Work to be completed: Print the data verbatim. Leave every image out.

The data:

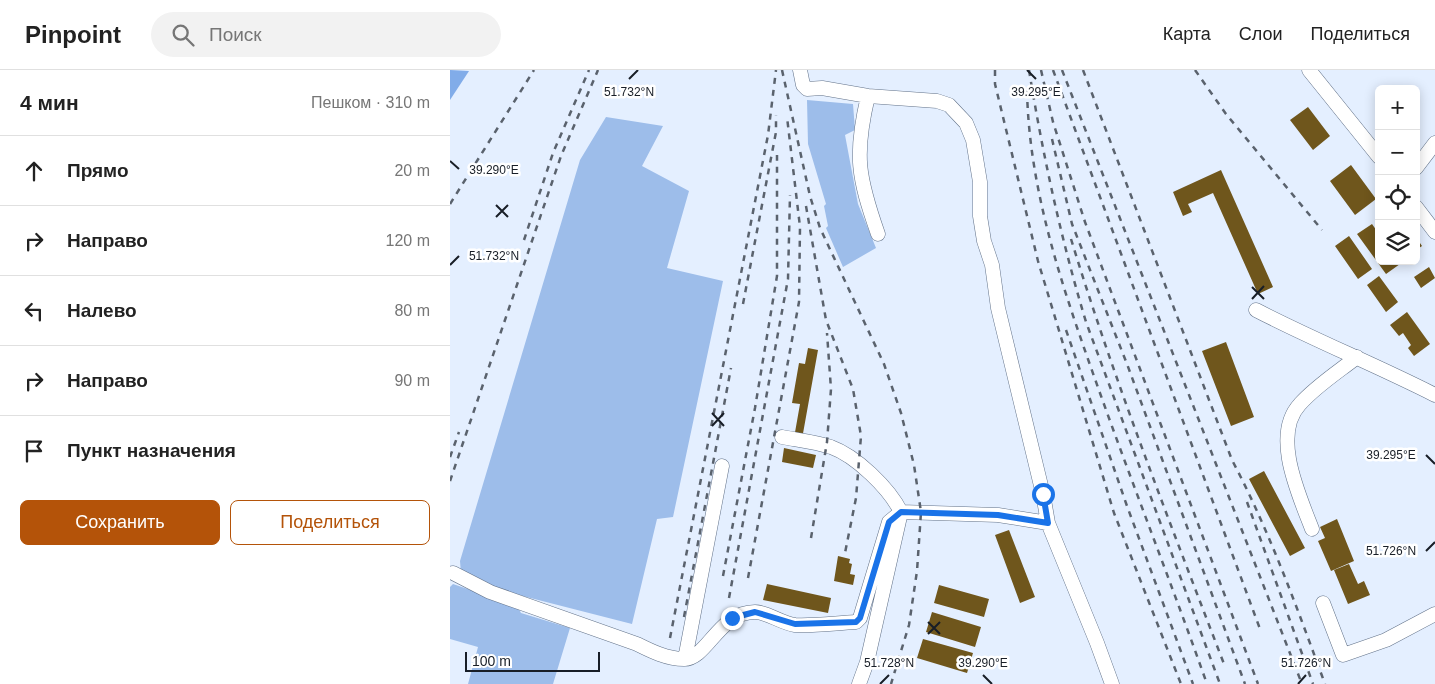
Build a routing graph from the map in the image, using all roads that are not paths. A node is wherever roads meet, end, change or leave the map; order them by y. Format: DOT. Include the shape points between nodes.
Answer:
graph roads {
  1 [pos="800,70"];
  2 [pos="1309,70"];
  3 [pos="868,96"];
  4 [pos="1435,143"];
  5 [pos="1375,152"];
  6 [pos="1420,163"];
  7 [pos="1420,212"];
  8 [pos="1435,232"];
  9 [pos="878,234"];
  10 [pos="1256,310"];
  11 [pos="1357,357"];
  12 [pos="1435,395"];
  13 [pos="782,437"];
  14 [pos="722,466"];
  15 [pos="901,512"];
  16 [pos="1048,523"];
  17 [pos="1312,528"];
  18 [pos="453,573"];
  19 [pos="1323,603"];
  20 [pos="1435,614"];
  21 [pos="685,660"];
  22 [pos="859,684"];
  23 [pos="1112,684"];
  1 -- 3 [label="street" via="806,89 822,88"];
  2 -- 5 [label="street"];
  3 -- 9 [label="street" via="858,152 863,192"];
  3 -- 16 [label="street" via="937,100 949,106 966,123 973,140 980,182 984,241"];
  4 -- 6 [label="street"];
  7 -- 8 [label="street"];
  10 -- 11 [label="street"];
  11 -- 12 [label="street"];
  11 -- 17 [label="street" via="1300,404 1290,420 1291,474"];
  13 -- 15 [label="street" via="831,448 848,456 885,488"];
  14 -- 21 [label="street"];
  15 -- 16 [label="street" via="998,515"];
  15 -- 21 [label="street" via="889,522 860,618 856,622 795,624 755,612 732,618 713,635 700,653"];
  15 -- 22 [label="street" via="867,662"];
  16 -- 23 [label="street"];
  18 -- 21 [label="street" via="490,592 660,654"];
  19 -- 20 [label="street" via="1343,655 1386,640"];
}
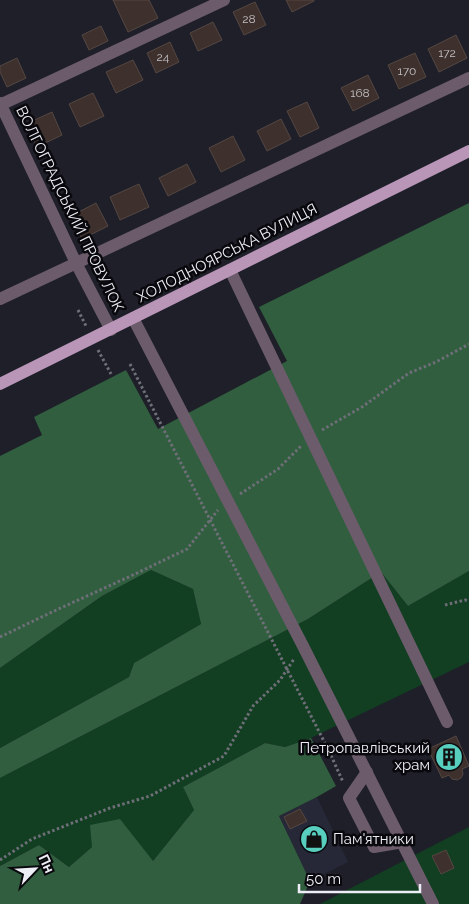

Response to this exercise:
Build a routing graph from the map in the image, using all roads that are not paths. A node is wherever roads meet, end, change or leave the map; order them by y. Format: DOT. Include the shape points between nodes.
Answer:
graph roads {
  1 [pos="800,70"];
  2 [pos="1309,70"];
  3 [pos="868,96"];
  4 [pos="1435,143"];
  5 [pos="1375,152"];
  6 [pos="1420,163"];
  7 [pos="1420,212"];
  8 [pos="1435,232"];
  9 [pos="878,234"];
  10 [pos="1256,310"];
  11 [pos="1357,357"];
  12 [pos="1435,395"];
  13 [pos="782,437"];
  14 [pos="722,466"];
  15 [pos="901,512"];
  16 [pos="1048,523"];
  17 [pos="1312,528"];
  18 [pos="453,573"];
  19 [pos="1323,603"];
  20 [pos="1435,614"];
  21 [pos="685,660"];
  22 [pos="859,684"];
  23 [pos="1112,684"];
  1 -- 3 [label="street" via="806,89 822,88"];
  2 -- 5 [label="street"];
  3 -- 9 [label="street" via="858,152 863,192"];
  3 -- 16 [label="street" via="937,100 949,106 966,123 973,140 980,182 984,241"];
  4 -- 6 [label="street"];
  7 -- 8 [label="street"];
  10 -- 11 [label="street"];
  11 -- 12 [label="street"];
  11 -- 17 [label="street" via="1300,404 1290,420 1291,474"];
  13 -- 15 [label="street" via="831,448 848,456 885,488"];
  14 -- 21 [label="street"];
  15 -- 16 [label="street" via="998,515"];
  15 -- 21 [label="street" via="889,522 860,618 856,622 795,624 755,612 732,618 713,635 700,653"];
  15 -- 22 [label="street" via="867,662"];
  16 -- 23 [label="street"];
  18 -- 21 [label="street" via="490,592 660,654"];
  19 -- 20 [label="street" via="1343,655 1386,640"];
}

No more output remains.